One of the most critical facets of any organization – commercial or nonprofit – is its data.  A nonprofit organization’s data can be an invaluable asset.  Or, without proper care, your data can be relatively worthless.  To take it a step further, the quality of your data and how you use your data can make the difference between effectively delivering your mission and, well, missing the mark.  And if you don’t collect the right data, or if you don’t have enough visibility into the data you do collect to know its quality, then data collection may not even be worth the time it takes to collect.

Still, in the world of nonprofit data collection, organizations have a wealth of tools, strategies, and talent to rely on to ensure high-quality, insightful data, despite the inherent challenges they may face.  The hard work of a nonprofit data management professional may go unnoticed, but your organization still needs a current, clean, complete CRM database system.  Today there are secure cloud-based tools that make that work less onerous, less error-prone, more automated, more intuitive, and less time-consuming – so there is more time for available for other mission-critical priorities.

Data can be like pieces of a puzzle, but will form an incomplete picture if all the pieces don’t’ fit or if there aren’t enough of them.  Effective nonprofit data collection (and data hygiene) practices will ensure that you and your colleagues can put together the full, up-to-date picture every time, and quickly, too.  Below are a few considerations to bear in mind when building or refining your data collection methods and strategies.
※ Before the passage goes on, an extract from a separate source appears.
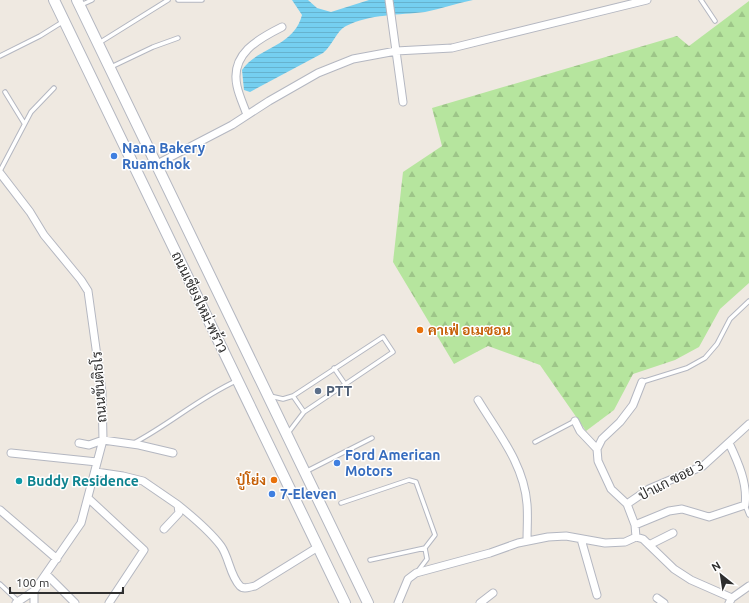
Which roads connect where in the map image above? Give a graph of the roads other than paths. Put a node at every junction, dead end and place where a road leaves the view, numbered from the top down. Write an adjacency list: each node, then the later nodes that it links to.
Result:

Data Collection – Size Doesn’t Matter, but Data Quality Does

Whether your organization has 200 records of two million, your database will always have more value if it’s current, clean, and complete.  But ‘size’ doesn’t just mean the total of your record count.  Size also means the breadth of your data collection sources.

Size itself doesn’t matter, but the volume of data collected – and needing to be qualified – will depend on both the magnitude of your organization and the number of ‘satellite’ or ‘boundary’ applications that you have in place.  Those are the systems outside your main CRM that engage with supporters and collect information about them and their interactions with you.

(A 2022 study by MIP showed that 75% of nonprofits surveyed use four or more different digital tools, implying that organizations are using more disparate systems to collect and manage supporter data than ever before.

An organization’s data management professionals should look at three data collection dimensions:

  1. What data are being collected by the satellite apps you use? Should that information be integrated into your organization’s main CRM system (to gain more/better insights)?  What’s the best way accomplish that?
  2. What data on your supporters are not being collected but should be (to gain more/better insights)? And what’s the best way to accomplish that?
  3. How can you ensure the quality of the data you are collecting and integrating, so that the data you have and use are as current, clean, and complete as possible?

Whether your organization has dedicated data management professionals or you work on a team with shared responsibilities, you can start planning your approach to analyzing and improving data collection immediately.  Regardless of the size of your team, you can create data collection objectives and then work to achieve those objectives with a combination of the right tools and strategy.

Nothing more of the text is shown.